In addition to the construction activities, natural disasters such as earthquakes and wars lead to the destruction of many infrastructures, increasing the constant demand for cement and cement-based materials such as mortar and concrete.
Mortar is cement mixed with fine sand, water and lime to improve the durability of the product. It is generally used as a paste that holds together other common materials of masonry construction, including bricks, concrete blocks and stone.
Although mortar has many advantages, it is less resistant to earthquakes, brittle, and has low tensile strength.
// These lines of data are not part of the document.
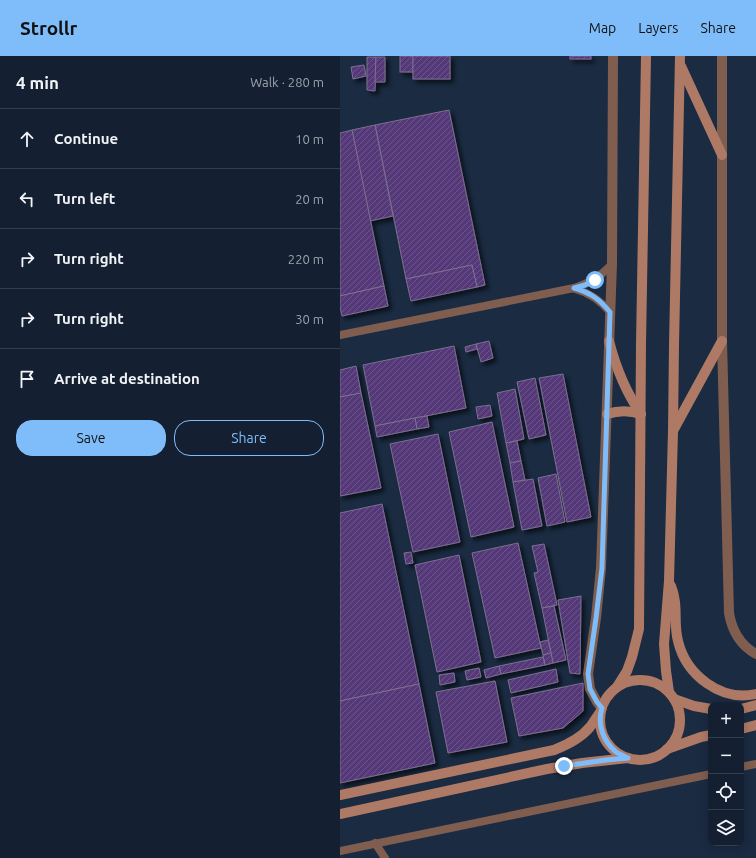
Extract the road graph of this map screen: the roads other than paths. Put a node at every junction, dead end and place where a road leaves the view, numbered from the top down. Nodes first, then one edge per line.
1 (613, 56) edge
2 (646, 56) edge
3 (722, 56) edge
4 (680, 60) edge
5 (722, 155) junction
6 (612, 264) junction
7 (574, 288) junction
8 (610, 312) junction
9 (340, 336) edge
10 (609, 341) junction
11 (722, 341) junction
12 (607, 414) junction
13 (641, 414) junction
14 (673, 431) junction
15 (669, 581) junction
16 (756, 654) edge
17 (617, 687) junction
18 (756, 694) edge
19 (672, 696) junction
20 (756, 705) edge
21 (708, 708) edge
22 (744, 708) edge
23 (601, 709) junction
24 (756, 725) edge
25 (744, 728) edge
26 (708, 736) edge
27 (667, 749) junction
28 (628, 758) junction
29 (756, 764) edge
30 (744, 767) edge
31 (708, 775) edge
32 (340, 795) edge
33 (340, 814) edge
34 (375, 843) junction
35 (340, 851) edge
36 (385, 858) edge

1 - 6 street
2 - 13 main road
3 - 5 street
4 - 5 main road
4 - 14 main road
5 - 11 street
6 - 7 lane
6 - 8 street
7 - 8 lane
7 - 9 lane
8 - 10 street
10 - 12 street
10 - 13 main road
11 - 14 main road
11 - 16 street
12 - 13 main road
12 - 23 street
13 - 17 main road
14 - 15 main road
15 - 18 main road
15 - 19 main road
17 - 19 main road
17 - 23 main road
19 - 21 main road
19 - 27 main road
20 - 22 main road
23 - 28 main road
23 - 32 main road
24 - 25 main road
26 - 27 main road
27 - 28 main road
28 - 33 main road
29 - 30 lane
31 - 34 lane
34 - 35 lane
34 - 36 lane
These drawbacks have led scientists to investigate multiple alternative solutions, including the use of nanoparticles.
Nanoparticles to Enhance the Properties of Cement Mortar
Since the famous lecture of Richard Feynman on “There’s Plenty of Room at the Bottom” to the American Physical Society meeting in 1959, nanotechnology has evolved as the “bottom-up” approach for controlling matter at 1 and 100 nanometers.
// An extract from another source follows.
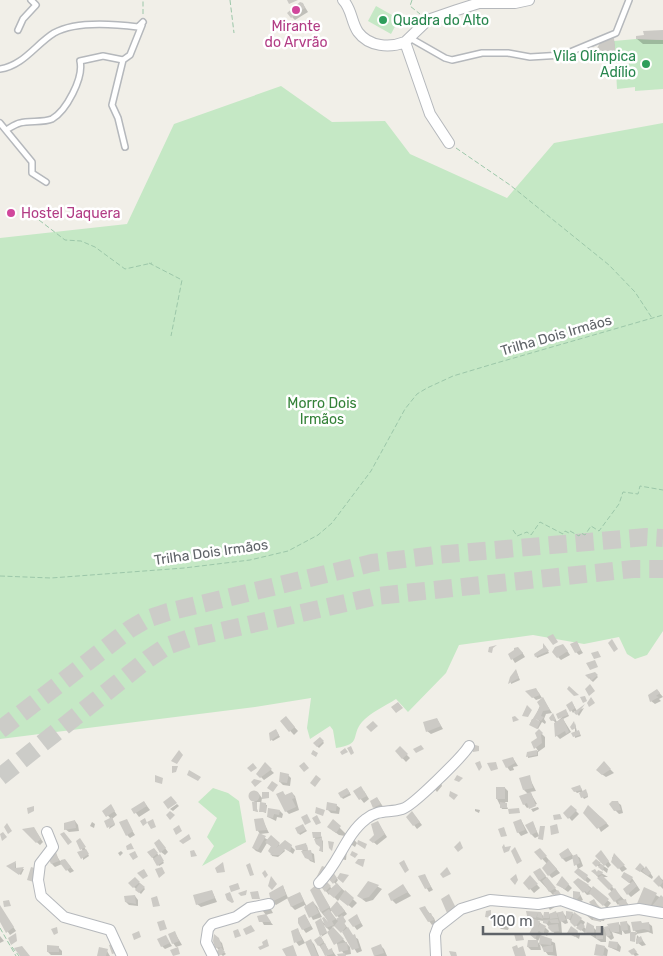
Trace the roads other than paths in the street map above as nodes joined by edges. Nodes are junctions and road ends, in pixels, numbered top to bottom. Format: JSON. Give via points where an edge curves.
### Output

With their distinctive favorable properties of large surface area, high functional density, extraordinary surface effect, and high strain resistance (Mohajerani, et al., 2019), nanoparticles have taken a vital role in various applications. They are thought to enhance the material properties and transform unique phenomena into innovative applications.
Over the last decade, many researchers have explored the use of nanoparticles in the construction industry to produce cement-based materials with superior properties.
Adding metal oxide nanoparticles to cement reduces its permeability to ions, increasing its strength and durability (Al-Rifaie & Ahmed, 2016).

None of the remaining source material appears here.